The following guest post is by SAP senior director Joe Pantigoso.

How do you impact public perception with limited budgets and bandwidth in a message-saturated market? One way is to create something that will get people’s attention, something that will inspire as well as provoke, something that can deliver on the saying, “Go Big or Go Home.”

The Fearless Girl statue is a big impact idea, for example, that captured the public’s attention and helped bring the topic of gender diversity top of mind. Commissioned from sculptor Kristen Visbal by the investment firm State Street Global Advisors and ad agency McCann to celebrate State Street’s campaign to get more women on corporate boards, this four-foot bronze statue of a pony-tailed girl, hands on hips and chin in the air, was installed facing Wall Street’s iconic Charging Bull statue in March 2017, just in time for International Women’s Day.

State Street Fearless Girl statue International Women's Day 2017 Wall Street

The statue ignited immediate and abundant reactions—both positive and negative. Senator Elizabeth Warren, for example, posed with the statue and tweeted: “Fight like a girl.” New York Mayor Bill de Blasio said the statue “has fueled powerful conversations about women in leadership.” New York City public advocate Letitia James commented: “Fearless Girl is a powerful symbol to women young and old.” Countless tourists have also endorsed the statue, making it a favorite New York City photo op. At the Cannes Lions International Festival of Creativity, it became one of the most highly-honored campaigns of 2017.

Critics, however, like the Huffington Post’s Emily Peck, considered it a case of “pink-washing”: “That adorable, perfectly irresistible little girl is just a super-sophisticated bit of feminist marketing, used to make us feel good and do little that is substantive.” The Washington Post wrote that “the ‘Fearless Girl’ vision of female power is more than a little demeaning. Were there no adult women around to model leadership?” The New York Times said: “The point is not that working to expand the presence of women on corporate boards is in itself an unworthy goal. It is that building a bronze monument to the plight of the more than 14 million women who make up two-thirds of the low-wage work force would also be worthy.”
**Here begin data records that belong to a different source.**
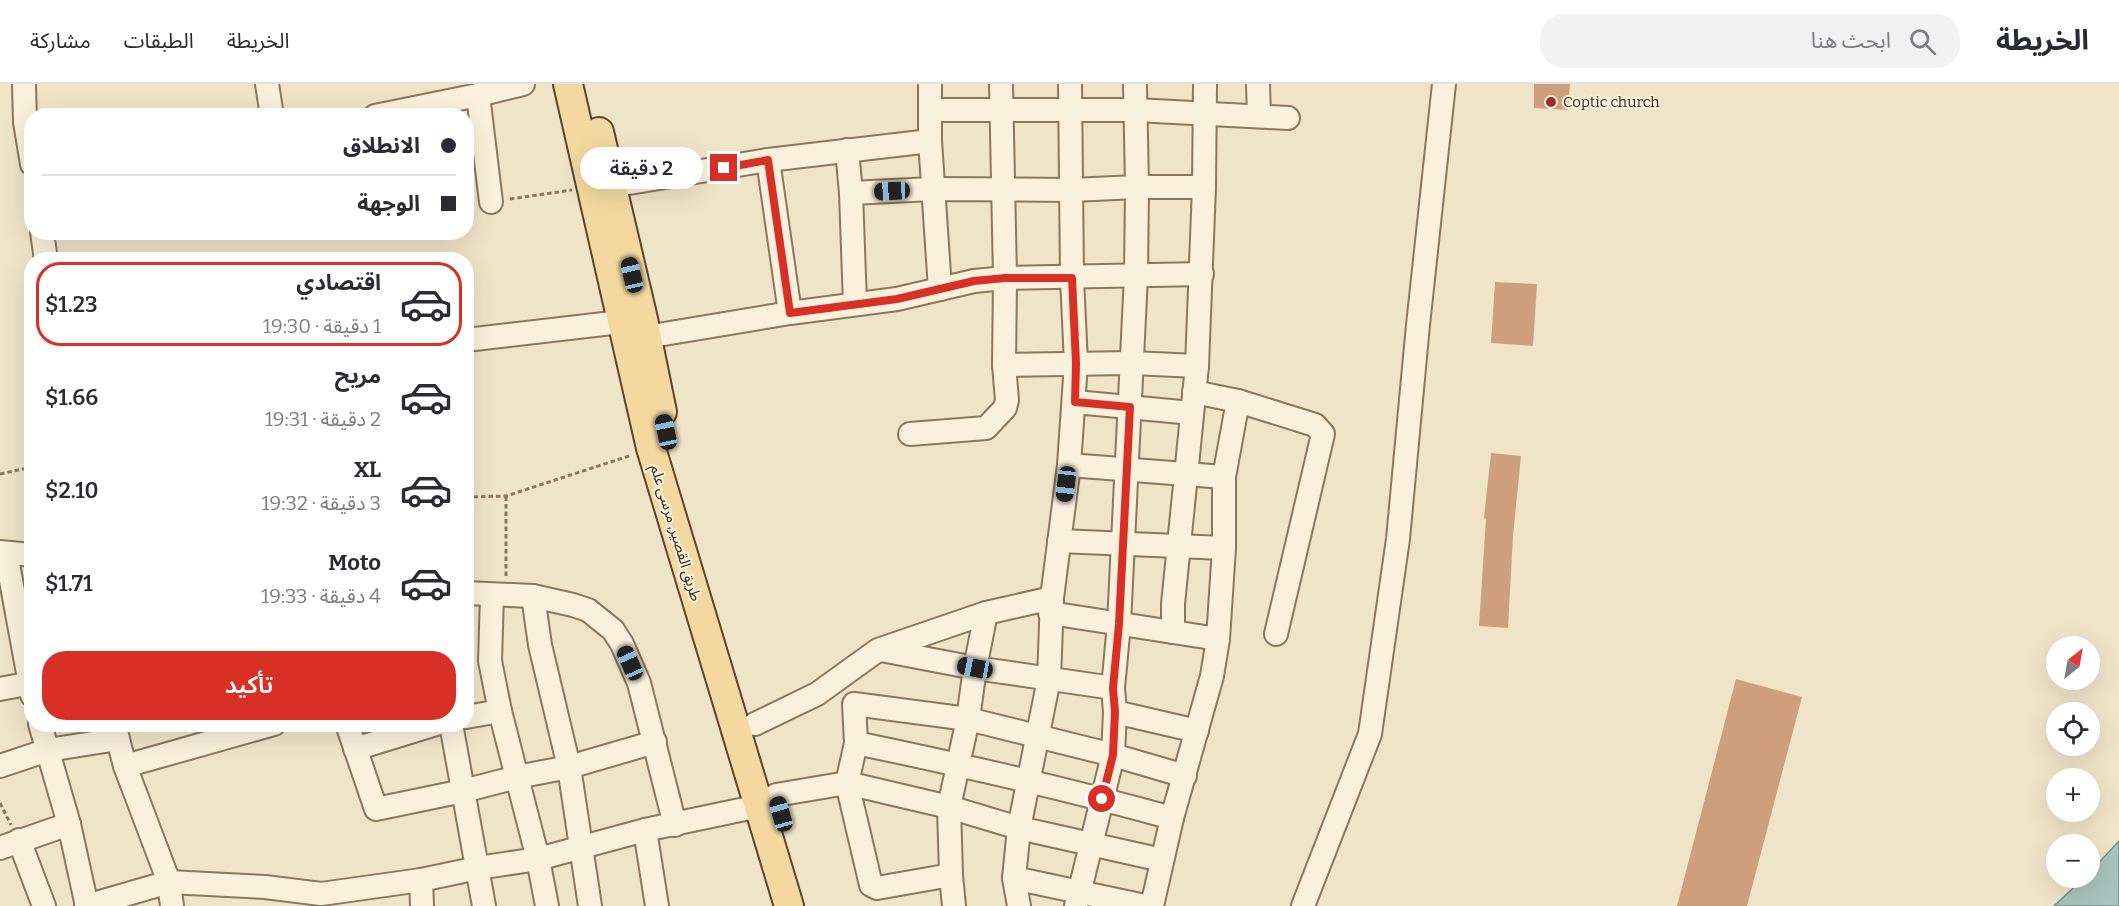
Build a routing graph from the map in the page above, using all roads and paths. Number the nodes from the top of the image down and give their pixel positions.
1 (24, 84) edge
2 (267, 84) edge
3 (523, 84) edge
4 (568, 84) edge
5 (588, 84) edge
6 (930, 84) edge
7 (1001, 84) edge
8 (1070, 84) edge
9 (1136, 84) edge
10 (1205, 84) edge
11 (1258, 84) edge
12 (1444, 84) edge
13 (478, 95) junction
14 (25, 108) edge
15 (271, 108) edge
16 (414, 108) edge
17 (930, 110) junction
18 (1070, 110) junction
19 (1136, 110) junction
20 (1001, 111) junction
21 (1205, 113) junction
22 (1259, 116) junction
23 (1288, 118) dead end
24 (930, 141) junction
25 (847, 150) junction
26 (768, 160) junction
27 (601, 186) junction
28 (1137, 187) junction
29 (1204, 187) junction
30 (1003, 188) junction
31 (932, 189) junction
32 (1072, 190) junction
33 (851, 193) junction
34 (491, 202) joint
35 (1202, 274) junction
36 (1136, 276) junction
37 (1005, 278) junction
38 (1072, 278) junction
39 (940, 289) junction
40 (855, 304) junction
41 (790, 313) junction
42 (637, 326) junction
43 (474, 339) edge
44 (1076, 363) junction
45 (1132, 363) junction
46 (1004, 365) junction
47 (1197, 366) junction
48 (1238, 401) junction
49 (1075, 402) junction
50 (1193, 402) junction
51 (1130, 407) junction
52 (910, 434) dead end
53 (651, 448) junction
54 (1069, 465) junction
55 (1126, 468) junction
56 (24, 469) edge
57 (0, 474) edge
58 (1186, 474) junction
59 (1224, 477) junction
60 (506, 496) junction
61 (474, 497) edge
62 (1059, 541) junction
63 (1122, 542) junction
64 (1179, 544) junction
65 (1224, 548) junction
66 (3, 553) edge
67 (24, 554) edge
68 (474, 593) edge
69 (499, 595) junction
70 (533, 596) junction
71 (1051, 606) junction
72 (986, 613) junction
73 (1119, 624) junction
74 (1173, 632) junction
75 (1276, 634) dead end
76 (1218, 639) junction
77 (878, 650) junction
78 (24, 658) edge
79 (975, 668) junction
80 (850, 672) junction
81 (1048, 679) junction
82 (24, 688) edge
83 (1113, 688) junction
84 (0, 689) edge
85 (854, 704) junction
86 (500, 711) junction
87 (1115, 712) junction
88 (474, 716) edge
89 (968, 719) junction
90 (754, 724) junction
91 (1197, 731) junction
92 (42, 732) edge
93 (116, 732) edge
94 (350, 732) edge
95 (410, 732) edge
96 (453, 732) edge
97 (208, 733) edge
98 (1038, 737) junction
99 (655, 742) junction
100 (855, 743) junction
101 (355, 749) junction
102 (48, 750) junction
103 (1113, 755) junction
104 (957, 764) junction
105 (0, 766) edge
106 (125, 766) junction
107 (569, 767) junction
108 (1185, 776) junction
109 (517, 777) junction
110 (1028, 782) junction
111 (848, 783) junction
112 (464, 791) junction
113 (1102, 799) junction
114 (767, 801) junction
115 (0, 803) edge
116 (949, 807) junction
117 (1172, 818) junction
118 (69, 824) junction
119 (675, 825) junction
120 (1018, 828) junction
121 (645, 830) junction
122 (1092, 843) junction
123 (10, 844) edge
124 (580, 847) junction
125 (538, 860) junction
126 (1162, 860) junction
127 (478, 868) junction
128 (951, 876) junction
129 (1014, 878) junction
130 (421, 880) junction
131 (168, 882) junction
132 (321, 894) junction
133 (371, 896) edge
134 (1077, 900) edge
135 (44, 906) edge
136 (87, 906) edge
137 (172, 906) edge
138 (288, 906) edge
139 (422, 906) edge
140 (484, 906) edge
141 (547, 906) edge
142 (590, 906) edge
143 (657, 906) edge
144 (789, 906) edge
145 (807, 906) edge
146 (954, 906) edge
147 (1019, 906) edge
148 (1145, 906) edge
149 (1152, 906) edge
150 (1303, 906) edge

1 - 14 street
2 - 15 street
3 - 13 street
4 - 27 main road, طريق القصير, مرسى علم
5 - 27 main road, طريق القصير, مرسى علم
6 - 17 street
7 - 20 street
8 - 18 street
9 - 19 street
10 - 21 street
11 - 22 street
12 - 150 street
13 - 16 street
13 - 34 street
17 - 20 street
17 - 24 street
18 - 19 street
18 - 20 street
18 - 32 street
19 - 21 street
19 - 28 street
20 - 30 street
21 - 22 street
21 - 29 street
22 - 23 street
24 - 25 street
24 - 31 street
25 - 26 street
25 - 33 street
26 - 27 street
26 - 41 street
27 - 34 path
27 - 42 main road, طريق القصير, مرسى علم
28 - 29 street
28 - 32 street
28 - 36 street
29 - 35 street
30 - 31 street
30 - 32 street
30 - 37 street
31 - 33 street
31 - 39 street
32 - 38 street
33 - 40 street
35 - 36 street
35 - 47 street
36 - 38 street
36 - 45 street
37 - 38 street
37 - 39 street
37 - 46 street
38 - 44 street
39 - 40 street
40 - 41 street
41 - 42 street
42 - 43 street
42 - 53 main road, طريق القصير, مرسى علم
42 - 90 main road, طريق القصير, مرسى علم
44 - 45 street
44 - 46 street
44 - 49 street
45 - 47 street
45 - 51 street
46 - 52 street
47 - 50 street
48 - 50 street
48 - 59 street
48 - 75 street
49 - 51 street
49 - 54 street
50 - 51 street
50 - 58 street
51 - 55 street
53 - 60 path
53 - 114 main road, طريق القصير, مرسى علم
54 - 55 street
54 - 62 street
55 - 58 street
55 - 63 street
56 - 57 path
58 - 59 street
58 - 64 street
59 - 65 street
60 - 61 path
60 - 69 path
62 - 63 street
62 - 71 street
63 - 64 street
63 - 73 street
64 - 65 street
64 - 74 street
65 - 76 street
66 - 67 street
66 - 78 street
68 - 69 street
69 - 70 street
69 - 86 street
70 - 99 street
70 - 107 street
71 - 72 street
71 - 73 street
71 - 81 street
72 - 77 street
72 - 79 street
73 - 74 street
73 - 83 street
74 - 76 street
76 - 91 street
77 - 79 street
77 - 80 street
79 - 81 street
79 - 89 street
80 - 85 street
80 - 90 street
81 - 83 street
81 - 98 street
82 - 84 street
83 - 87 street
85 - 89 street
85 - 100 street
86 - 88 street
86 - 109 street
87 - 91 street
87 - 103 street
89 - 98 street
89 - 104 street
90 - 114 main road, طريق القصير, مرسى علم
91 - 108 street
92 - 102 street
93 - 102 street
93 - 106 street
94 - 101 street
95 - 101 street
96 - 112 street
97 - 106 street
98 - 103 street
98 - 110 street
99 - 107 street
99 - 119 street
100 - 104 street
100 - 111 street
101 - 112 street
102 - 105 street
102 - 118 street
103 - 108 street
103 - 113 street
104 - 110 street
104 - 116 street
106 - 131 street
107 - 109 street
107 - 124 street
108 - 117 street
109 - 112 street
109 - 125 street
110 - 113 street
110 - 120 street
111 - 114 street
111 - 116 street
111 - 128 street
112 - 127 street
113 - 117 street
113 - 122 street
114 - 119 street
114 - 144 main road, طريق القصير, مرسى علم
114 - 145 main road, طريق القصير, مرسى علم
115 - 123 path
116 - 120 street
116 - 128 street
117 - 126 street
118 - 123 street
118 - 136 street
119 - 121 street
120 - 122 street
120 - 129 street
121 - 124 street
121 - 143 street
122 - 126 street
122 - 134 street
123 - 135 street
124 - 125 street
124 - 142 street
125 - 127 street
125 - 141 street
126 - 149 street
127 - 130 street
127 - 140 street
128 - 146 street
129 - 134 street
129 - 147 street
130 - 133 street
130 - 139 street
131 - 132 street
131 - 136 street
131 - 137 street
132 - 133 street
132 - 138 street
134 - 148 street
Regardless of your point of view, there’s no question that the Fearless Girl initiative brought the topic of gender diversity in executive leadership to the forefront. In the 12 hours after the statue’s inauguration, for instance, it generated more than one billion impressions on Twitter. According to Bloomberg, the statue generated $7.4 million in free advertising in its first 51 days. It was described as “the biggest public art controversy in years” by The Guardian. It even brought public attention to State Street’s own employment practices, resulting in a discrimination lawsuit and $5 million settlement.

A risky big idea, indeed, but a statue planned for one week in March extended its stay indefinitely, breaking into the public discourse and becoming a topic of debate and (indeed) making a big impact. As McCann notes, “the Fearless Girl was dropped on Wall Street in the middle of the night and became a global phenomenon within 24 hours.”
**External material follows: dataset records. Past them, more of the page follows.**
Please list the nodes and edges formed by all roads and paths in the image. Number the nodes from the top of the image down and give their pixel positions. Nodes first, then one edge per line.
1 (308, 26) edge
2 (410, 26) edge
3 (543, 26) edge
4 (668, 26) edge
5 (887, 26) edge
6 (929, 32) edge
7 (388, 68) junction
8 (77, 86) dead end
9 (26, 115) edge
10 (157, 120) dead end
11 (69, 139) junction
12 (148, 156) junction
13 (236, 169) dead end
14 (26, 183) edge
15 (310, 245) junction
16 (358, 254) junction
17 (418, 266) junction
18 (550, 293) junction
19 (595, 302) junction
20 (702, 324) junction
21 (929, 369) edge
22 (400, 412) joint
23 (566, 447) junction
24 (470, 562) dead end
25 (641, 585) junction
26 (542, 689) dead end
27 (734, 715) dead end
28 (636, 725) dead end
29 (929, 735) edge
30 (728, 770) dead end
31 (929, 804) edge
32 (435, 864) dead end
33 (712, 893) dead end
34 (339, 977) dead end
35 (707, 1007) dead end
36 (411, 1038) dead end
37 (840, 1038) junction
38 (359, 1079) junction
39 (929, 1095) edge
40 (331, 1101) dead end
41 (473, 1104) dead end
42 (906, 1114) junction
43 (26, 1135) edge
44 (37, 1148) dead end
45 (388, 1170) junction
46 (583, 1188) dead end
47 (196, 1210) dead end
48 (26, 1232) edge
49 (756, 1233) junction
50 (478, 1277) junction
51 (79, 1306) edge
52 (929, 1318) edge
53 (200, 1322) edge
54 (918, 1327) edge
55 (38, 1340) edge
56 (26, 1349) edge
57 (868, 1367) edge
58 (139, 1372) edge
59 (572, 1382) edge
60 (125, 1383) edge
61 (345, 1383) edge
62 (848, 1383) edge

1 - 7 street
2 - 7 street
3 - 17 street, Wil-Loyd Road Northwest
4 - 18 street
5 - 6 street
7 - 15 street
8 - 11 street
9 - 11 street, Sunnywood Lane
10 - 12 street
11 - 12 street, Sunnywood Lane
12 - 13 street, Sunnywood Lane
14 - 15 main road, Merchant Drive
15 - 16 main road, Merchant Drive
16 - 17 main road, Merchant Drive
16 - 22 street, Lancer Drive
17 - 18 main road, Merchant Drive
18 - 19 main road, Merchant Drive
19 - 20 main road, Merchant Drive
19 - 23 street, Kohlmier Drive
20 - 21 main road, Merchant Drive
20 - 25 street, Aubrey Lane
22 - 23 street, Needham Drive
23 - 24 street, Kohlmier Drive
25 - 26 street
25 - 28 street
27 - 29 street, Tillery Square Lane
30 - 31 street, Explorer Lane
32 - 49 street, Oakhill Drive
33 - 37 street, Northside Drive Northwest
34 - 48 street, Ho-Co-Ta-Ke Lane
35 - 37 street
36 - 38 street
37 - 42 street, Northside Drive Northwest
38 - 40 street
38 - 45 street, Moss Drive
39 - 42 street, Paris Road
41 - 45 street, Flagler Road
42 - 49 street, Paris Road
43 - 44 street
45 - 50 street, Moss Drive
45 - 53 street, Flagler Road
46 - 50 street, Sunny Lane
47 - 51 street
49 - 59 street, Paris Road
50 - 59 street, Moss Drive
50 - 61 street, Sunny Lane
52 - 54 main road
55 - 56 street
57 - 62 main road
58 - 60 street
And as Rakhi Kumar, head of asset stewardship and environmental, social, and governance investments at State Street Global Advisors, told Bloomberg, the campaign has spurred change. “Forty-two companies have since committed to increasing their directors’ diversity and seven have already added women to their boards, according to State Street. ‘The Fearless Girl has gotten the attention not only of companies on Wall Street but also the rest of the world,’ said Kumar.”